Monrai Blog

News about Cypher, Semantic Web, Natural Language Processing, and Computational Linguistics

Saturday, May 30, 2009

Razorbase vs. Parallax

For those who don't know, David Huynh, most noted for his work at the Similie Project, released a faceted browser for Freebase (now part of the LOD dataset) earlier this year. Much of my work on facets/set-based browsing is based on his. Here's a compare/contrast (see presentation below) of his Parallax browser with razorbase that may be useful.

There are now two new buttons/actions that came out of earlier observations of how people interact with the razorbase UI: mutual connections and descendants.

Mutual Connections: allows you to view the mutual connection of a certain type linked to the subject, with one click. E.g., if you were viewing Someone's friends, this button will take you to their friends.

Descendants: allows you to view the descendants of a connection. If you were viewing People who influenced someone, this button will take you to people who they influenced. Use to pull friend of a friend, a person's ancestry, etc.

Initial experiences:
I've found that what folks discover is most useful about the service is the ability to develop their own strategy for finding the information they need. By refining my criteria through trial and error browsing, I was able to find valuable Web resources about an esoteric research topic: "Recommendation Engines/technology". The results were several orders of magnitude more precise than Google and Wikipedia yielded.

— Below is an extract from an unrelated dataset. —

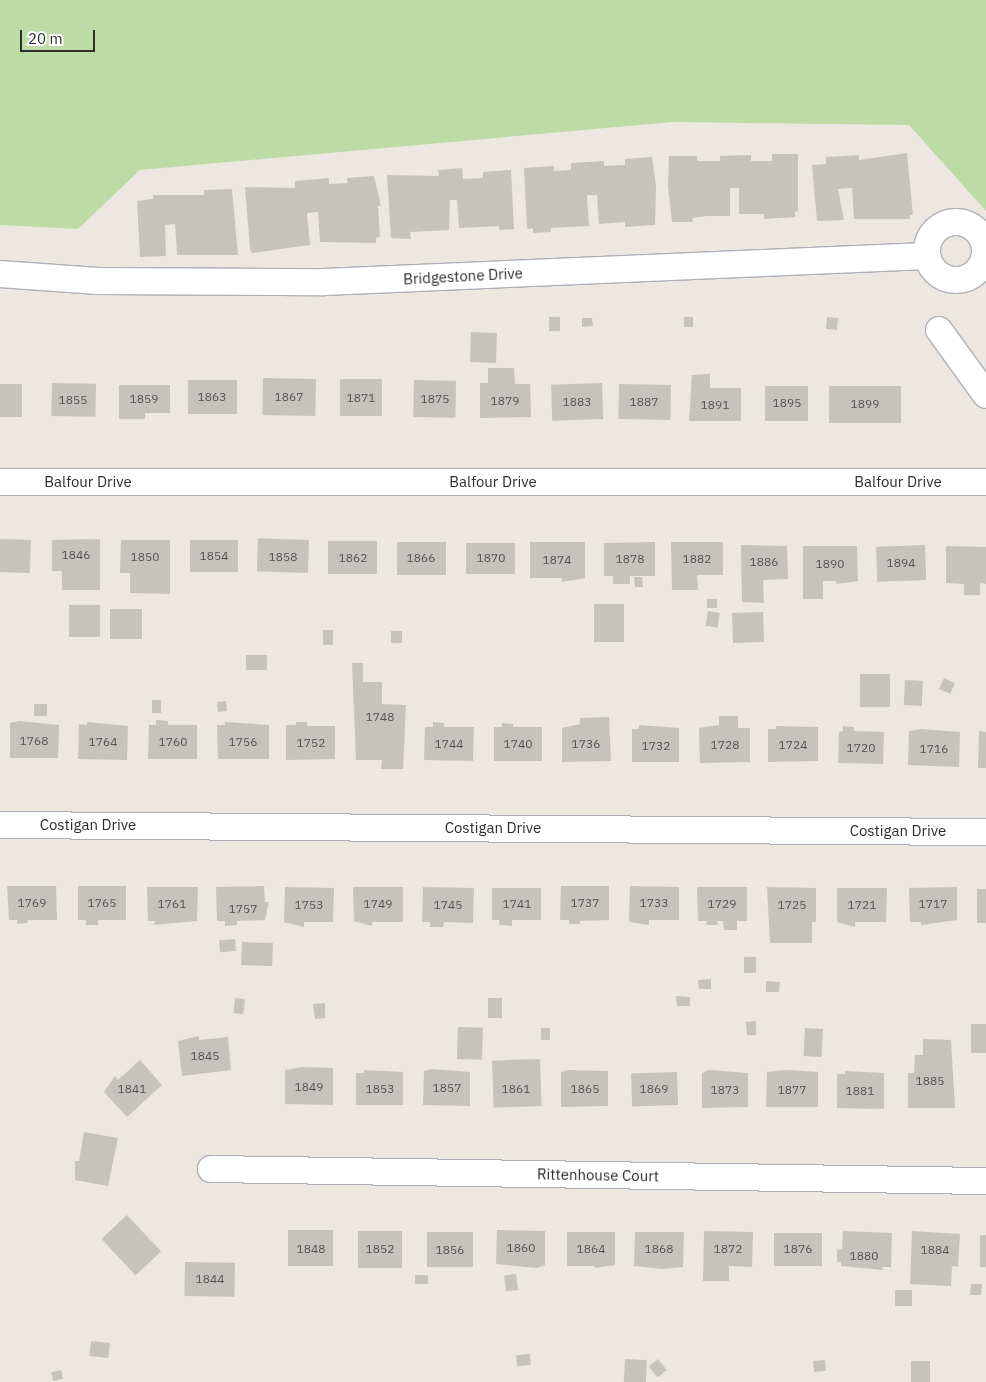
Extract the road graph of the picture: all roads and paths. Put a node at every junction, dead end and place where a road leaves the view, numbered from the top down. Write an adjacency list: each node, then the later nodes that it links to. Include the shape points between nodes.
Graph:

I began my looking for things named Recommendation Engines, which returned all things with that title in its name. I then drilled into the Documents and Articles category. From there, I examined each article in the list, and manually collected a list of companies that I found to interest me. After pulling a list of companies that develop said technology, I was able to go to the Websites that published stories about those companies, e.g. by looking up Companies named riffs.com. Using the mutual connections button, I found the other stories published by those sites (because in most cases, the site containing the story were sites dealing specifically about my topic). From there, I figured that those stories probably contain links to stories/companies/web services related to my topic, so using the Information Explorer, I pulled all links referenced by those documents, and got a great list that yielded more companies in that space. Then I figured, the links in those documents may also be related. The descendant button allowed me to pull the links two-degrees out from the original list, yielding a list that was less relevant, but which did contain a few precious nuggets. In the poverty of data regarding my esoteric topic, the ability to locate those few nuggets by 1) defining a criteria based on Category and other information about my topic, and 2) drilling through and cutting the results, delivered value that I truly can not find anywhere else on the Web. This was my first real-world experience with the value proposition of the linked data web. The resulting presentation was one which I would not have been able to compile otherwise within the time constraints I was given.